How would you do this? In an UNSUPPORTED WAY: editing the database 🙂 In fact, those resolution states are written in a table in the database, called “ResolutionState” (who would have guessed it?), that looks like the following picture:

dbo.ResolutionState

Can you see the “IsPredefined” column? That can be set to “True” or “False” and that value is used by the SDK service to tell the GUI if that Resolution State can be edited/deleted or not.

Of course changing the database directly IS NOT SUPPORTED by Microsoft. You do this at your own risk, and if it was me, I would *NEVER* touch, change or remove the default two states (“New” and “Closed”) as THAT really would BREAK the product. For example, Alerts that are not set to “Closed” (255) won’t be ever groomed. And that is VERY BAD. NEVER, NEVER DO THAT.

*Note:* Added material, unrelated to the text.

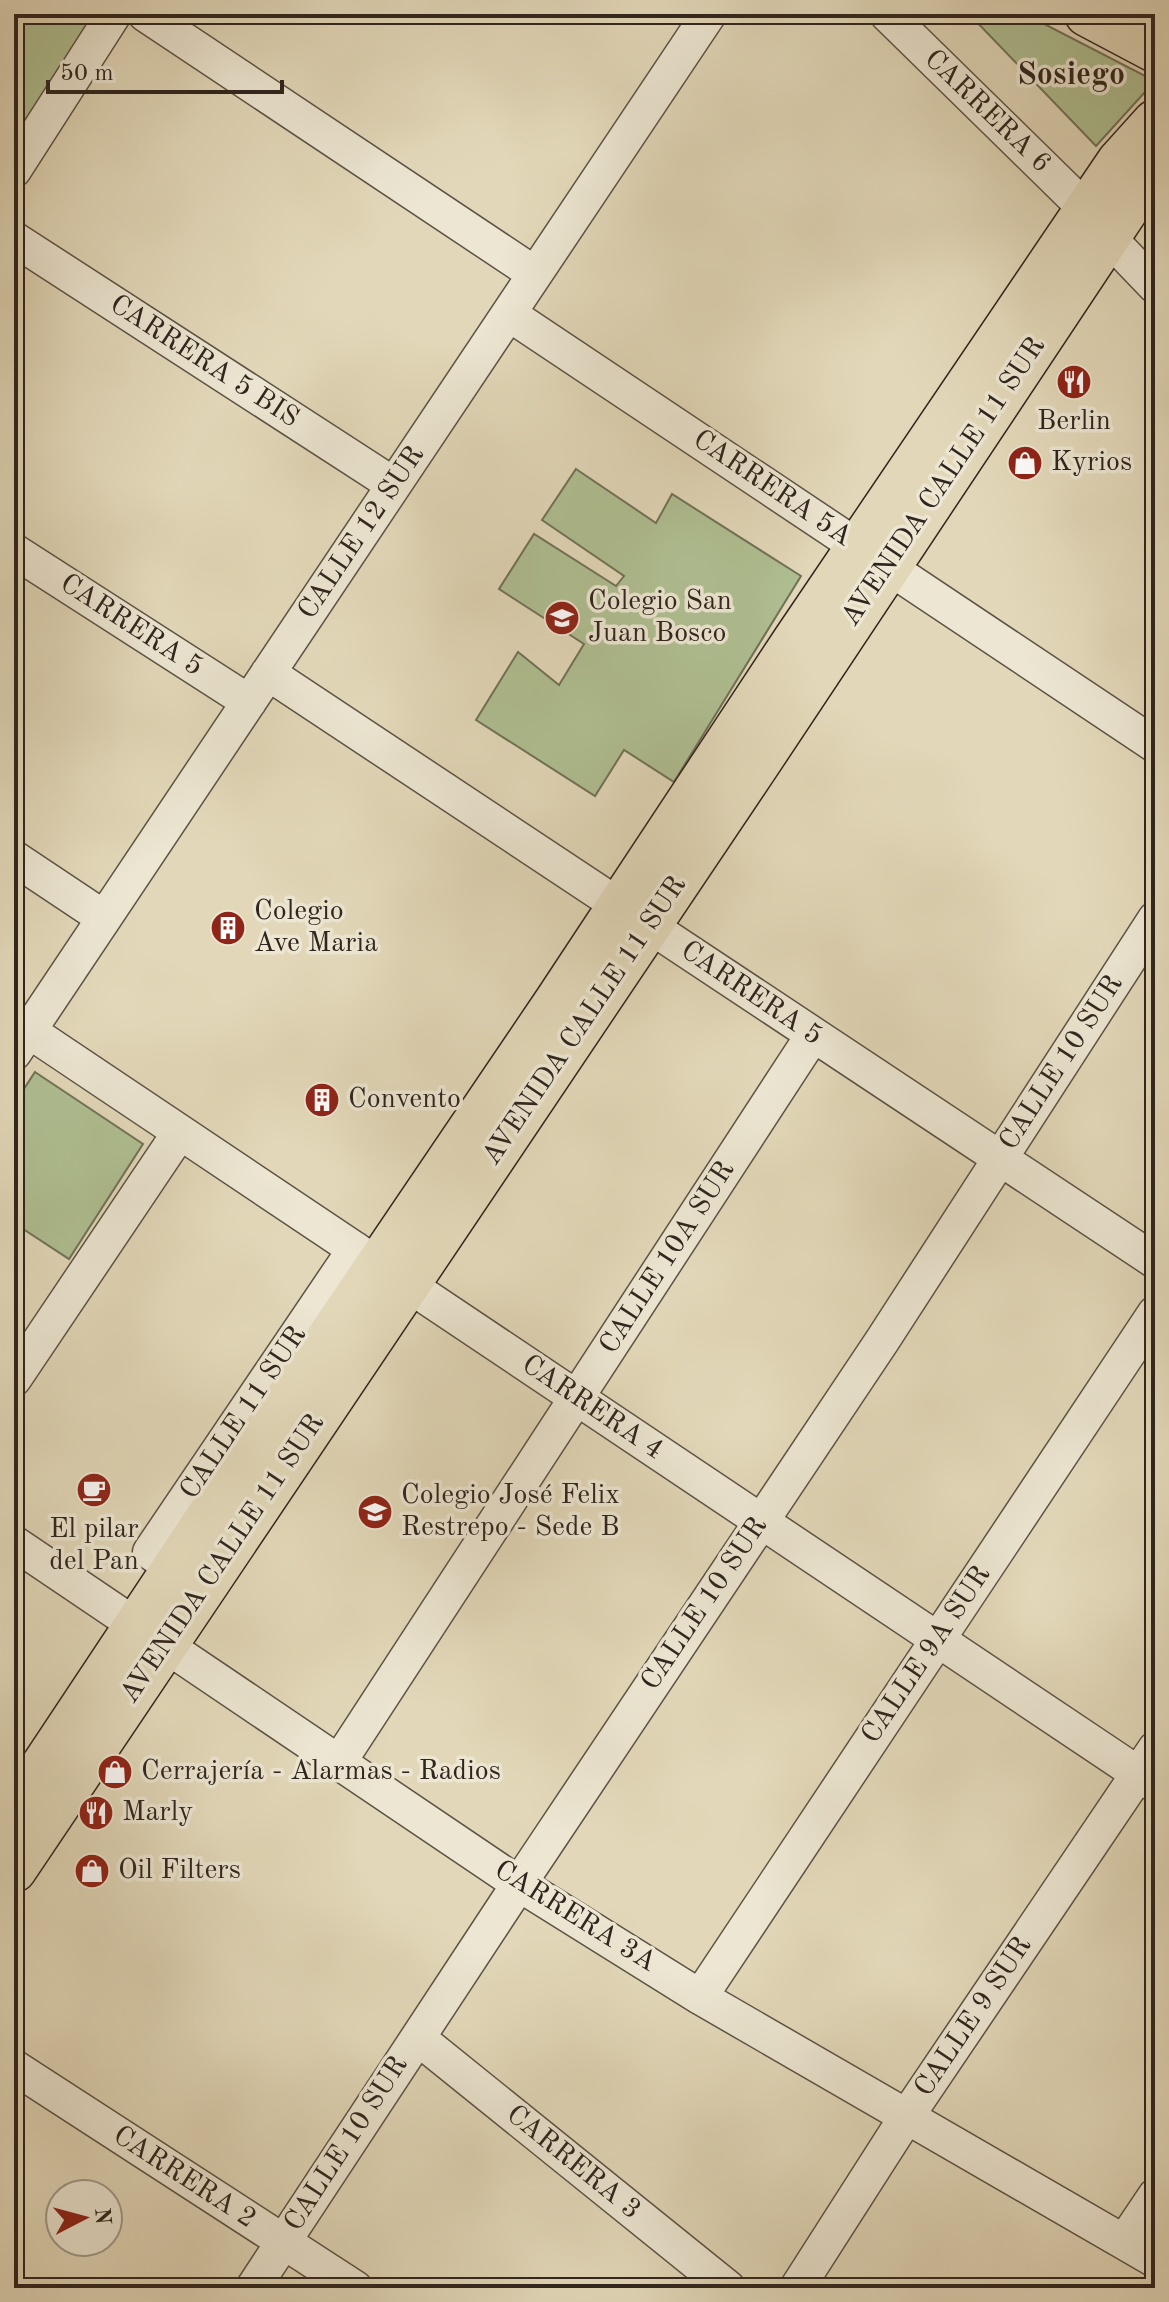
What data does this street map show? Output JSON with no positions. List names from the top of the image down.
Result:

On the other end, changing a custom Resolution State to make the product believe it is Predefined/Built-in has not had any negative impact in my (limited) testing so far, and has added the advantage of “protecting” my resolution state from unintended deletion, as shown below:

image

As usual, do this at your own risk. Remember what’s written in my Disclaimer:

The information in this weblog is provided “AS IS” with no warranties, and confers no rights. This weblog does not represent the thoughts, intentions, plans or strategies of my employer. It is solely my own personal opinion. All code samples are provided “AS IS” without warranty of any kind, either express or implied, including but not limited to the implied warranties of merchantability and/or fitness for a particular purpose.
THIS WORK IS NOT ENDORSED AND NOT EVEN CHECKED, AUTHORIZED, SCRUTINIZED NOR APPROVED BY MICROSOFT, AND IT ONLY REPRESENT SOMETHING WHICH I’VE DONE IN MY FREE TIME. NO GUARANTEE WHATSOEVER IS GIVEN ON THIS. THE AUTHOR SHALL NOT BE MADE RESPONSIBLE FOR ANY DAMAGE YOU MIGHT INCUR WHEN USING THIS HACK.